Etty Hillesum : un itinéraire marqué par l’écriture et la spiritualité
Dans le contexte de l’occupation nazie en Hollande, Esther Hillesum, connue sous le nom d’Etty, consigne ses pensées et réflexions dans des carnets à spirale. Le 9 mars 1941, elle commence à écrire : « Allons-y donc ! Ceci est un moment douloureux, quelque chose de quasi insurmontable pour moi : livrer mon cœur inhibé à une simple feuille de papier. » Ce qui pourrait sembler être l’expérience ordinaire d’une jeune femme de 27 ans en quête d’identité se transforme en une démarche littéraire et spirituelle profonde.
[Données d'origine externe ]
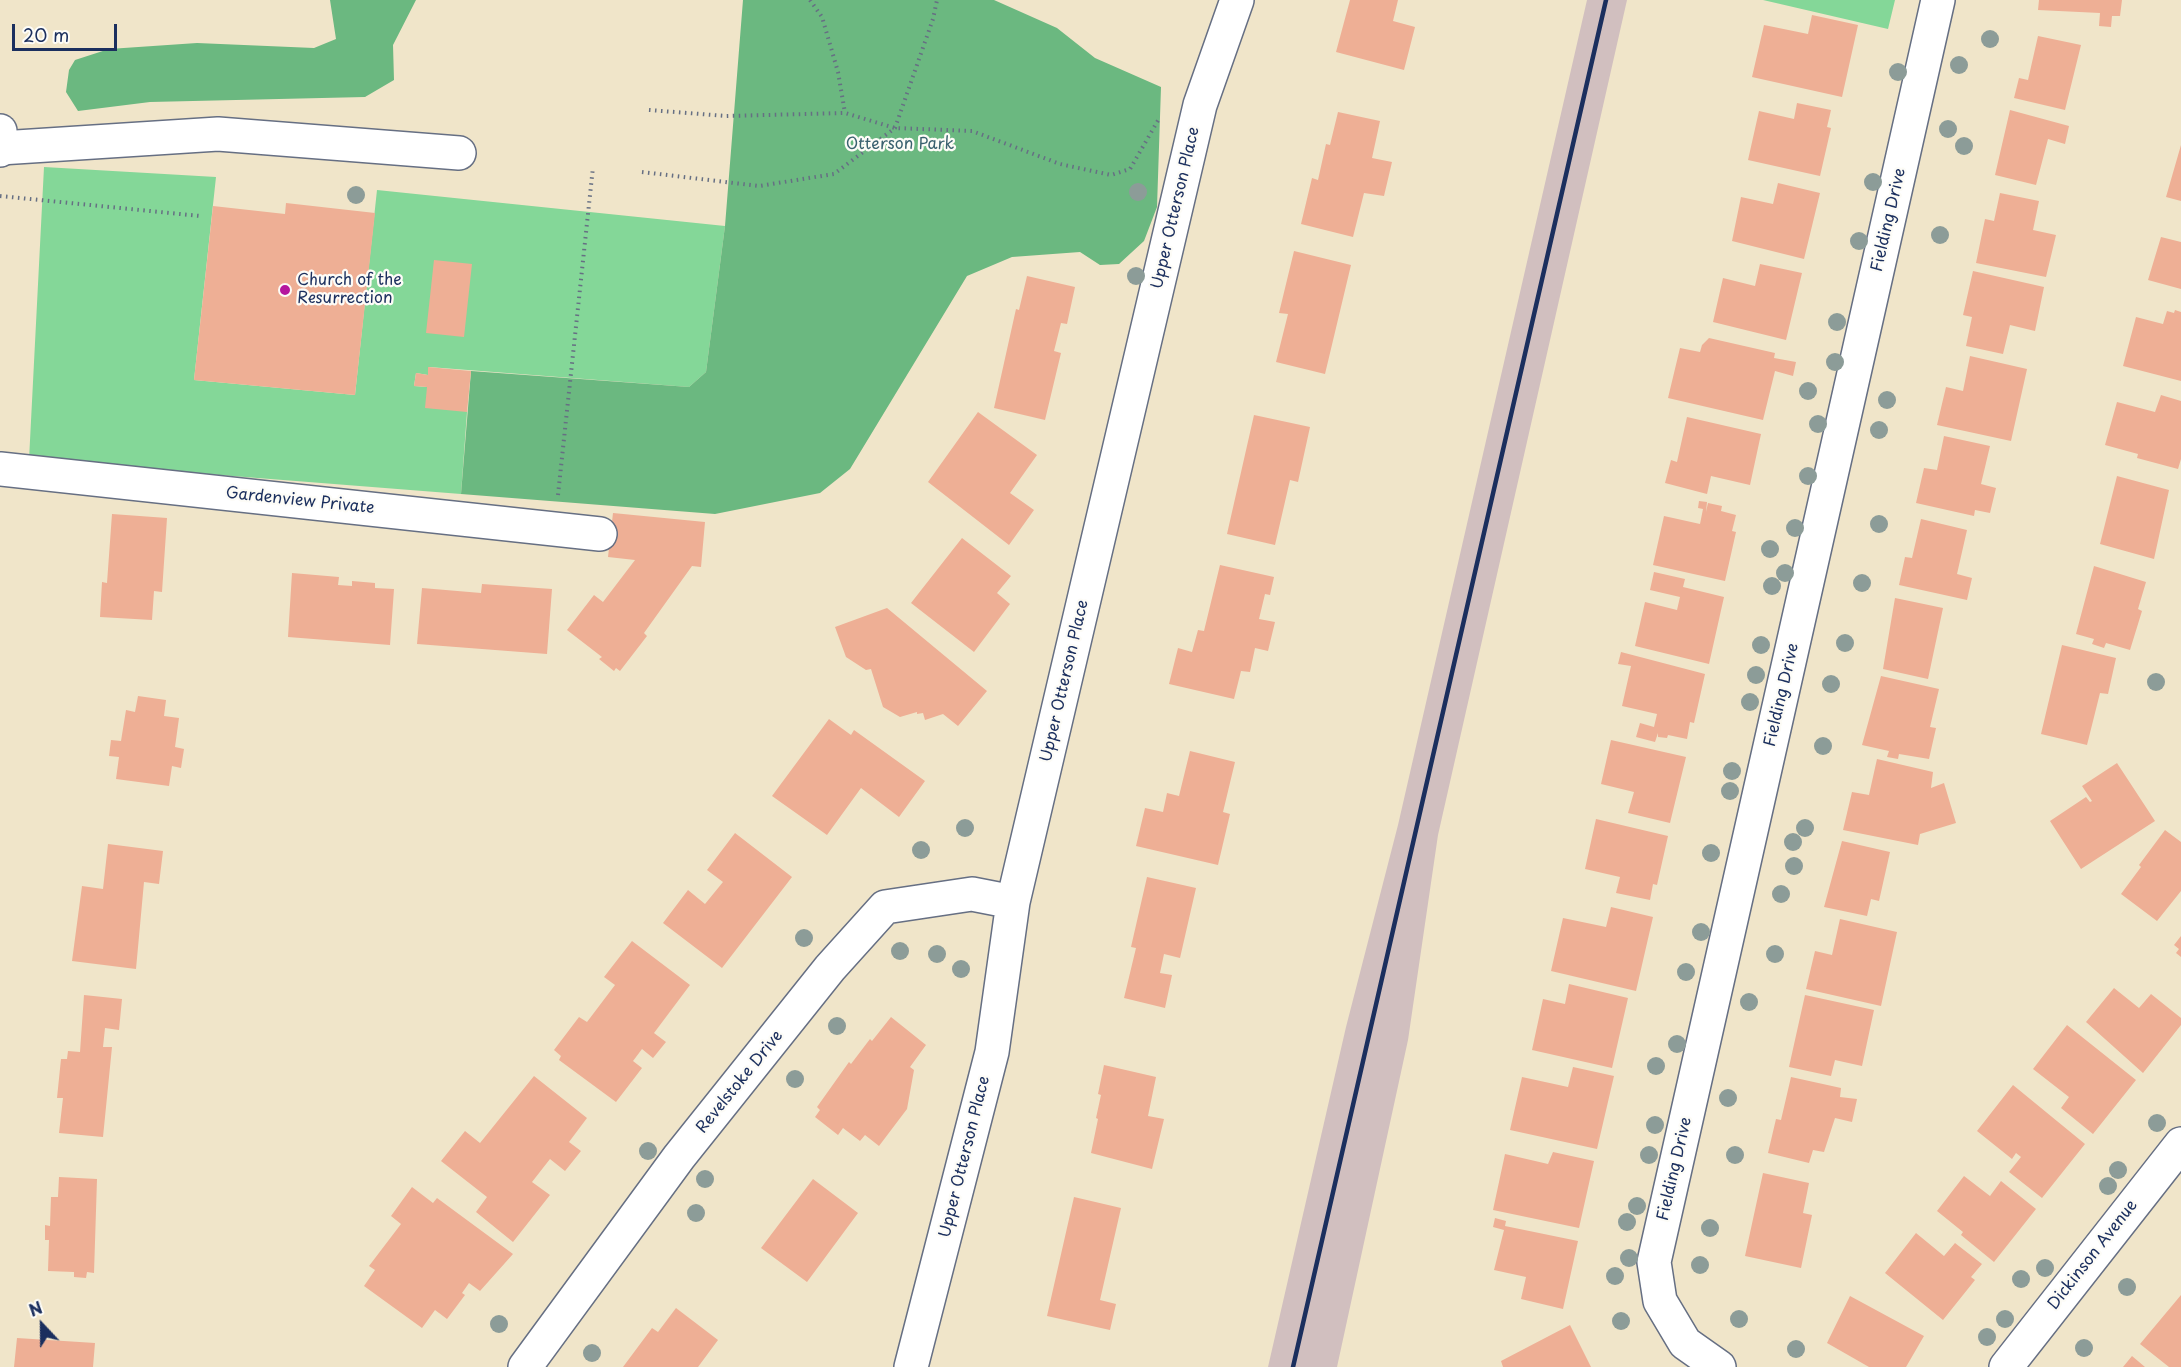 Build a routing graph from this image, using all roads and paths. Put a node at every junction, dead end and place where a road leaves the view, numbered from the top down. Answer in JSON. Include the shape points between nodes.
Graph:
{"nodes":[{"id":1,"x":810,"y":0,"type":"edge"},
{"id":2,"x":937,"y":0,"type":"edge"},
{"id":3,"x":1237,"y":0,"type":"edge"},
{"id":4,"x":1938,"y":0,"type":"edge"},
{"id":5,"x":1200,"y":105,"type":"junction"},
{"id":6,"x":650,"y":111,"type":"dead end"},
{"id":7,"x":845,"y":113,"type":"junction"},
{"id":8,"x":895,"y":128,"type":"junction"},
{"id":9,"x":0,"y":131,"type":"edge"},
{"id":10,"x":0,"y":149,"type":"edge"},
{"id":11,"x":459,"y":153,"type":"dead end"},
{"id":12,"x":593,"y":167,"type":"dead end"},
{"id":13,"x":642,"y":172,"type":"dead end"},
{"id":14,"x":0,"y":196,"type":"edge"},
{"id":15,"x":200,"y":216,"type":"dead end"},
{"id":16,"x":0,"y":469,"type":"edge"},
{"id":17,"x":554,"y":529,"type":"junction"},
{"id":18,"x":600,"y":534,"type":"dead end"},
{"id":19,"x":1013,"y":902,"type":"junction"},
{"id":20,"x":2181,"y":1144,"type":"edge"},
{"id":21,"x":525,"y":1367,"type":"edge"},
{"id":22,"x":911,"y":1367,"type":"edge"},
{"id":23,"x":1719,"y":1367,"type":"edge"},
{"id":24,"x":2006,"y":1367,"type":"edge"}],
"edges":[{"from":1,"to":7,"type":"path","via":[[822,17]]},
{"from":2,"to":8,"type":"path"},
{"from":3,"to":5,"type":"street","name":"Upper Otterson Place"},
{"from":4,"to":23,"type":"street","name":"Fielding Drive","via":[[1654,1262],[1660,1301],[1685,1343]]},
{"from":5,"to":8,"type":"path","via":[[1160,116],[1130,169],[1111,175],[1060,164],[972,131]]},
{"from":5,"to":19,"type":"street","name":"Upper Otterson Place"},
{"from":6,"to":7,"type":"path","via":[[726,116]]},
{"from":7,"to":8,"type":"path"},
{"from":8,"to":13,"type":"path","via":[[834,174],[746,186]]},
{"from":9,"to":10,"type":"street"},
{"from":10,"to":11,"type":"street","via":[[218,134]]},
{"from":12,"to":17,"type":"path"},
{"from":14,"to":15,"type":"path"},
{"from":16,"to":17,"type":"street","name":"Gardenview Private"},
{"from":17,"to":18,"type":"street","name":"Gardenview Private"},
{"from":19,"to":21,"type":"street","name":"Revelstoke Drive","via":[[972,894],[885,907],[830,968],[679,1157]]},
{"from":19,"to":22,"type":"street","name":"Upper Otterson Place","via":[[993,1052]]},
{"from":20,"to":24,"type":"street","name":"Dickinson Avenue"}]}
Etty Hillesum est souvent associée au christianisme, bien qu’elle ne soit ni chrétienne ni sainte. Cette confusion provient de sa citation fréquente dans des milieux chrétiens, où elle est perçue comme un modèle de cheminement spirituel. Deux jours après sa renonciation, Benoît XVI évoque sa vie lors d’une audience générale, soulignant comment, au milieu de la tragédie de la Shoah, elle trouve une intimité avec Dieu, déclarant : « Je vis constamment en intimité avec Dieu. »
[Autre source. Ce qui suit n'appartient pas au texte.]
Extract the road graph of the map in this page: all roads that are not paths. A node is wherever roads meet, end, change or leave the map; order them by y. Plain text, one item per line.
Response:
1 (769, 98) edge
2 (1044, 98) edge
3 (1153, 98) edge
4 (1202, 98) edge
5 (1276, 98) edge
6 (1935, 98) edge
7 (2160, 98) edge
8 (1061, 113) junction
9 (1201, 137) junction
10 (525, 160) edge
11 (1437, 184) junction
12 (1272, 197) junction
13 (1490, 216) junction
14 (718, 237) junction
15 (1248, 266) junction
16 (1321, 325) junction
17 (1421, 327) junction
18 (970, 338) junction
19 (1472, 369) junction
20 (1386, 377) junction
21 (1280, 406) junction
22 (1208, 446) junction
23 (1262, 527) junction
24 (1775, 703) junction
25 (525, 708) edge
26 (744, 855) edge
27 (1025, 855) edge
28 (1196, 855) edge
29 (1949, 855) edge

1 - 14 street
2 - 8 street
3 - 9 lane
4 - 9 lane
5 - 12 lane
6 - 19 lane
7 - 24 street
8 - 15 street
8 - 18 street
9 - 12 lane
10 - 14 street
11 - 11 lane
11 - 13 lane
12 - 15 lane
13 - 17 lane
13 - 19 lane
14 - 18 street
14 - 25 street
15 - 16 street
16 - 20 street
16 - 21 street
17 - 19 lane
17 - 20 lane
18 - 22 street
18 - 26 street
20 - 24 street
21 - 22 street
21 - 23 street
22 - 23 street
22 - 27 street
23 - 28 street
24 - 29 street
Née en 1914 dans une famille juive cultivée, Etty est la fille d’un professeur de lettres classiques et d’une mère émigrée russe ayant fui les pogroms. Son parcours ne se limite pas à des catégories simples, et son héritage culturel complexe façonne sa vision du monde.
L’écriture d’Etty Hillesum continue d’inspirer et de susciter des réflexions sur la foi et l’humanité, même des décennies après sa mort.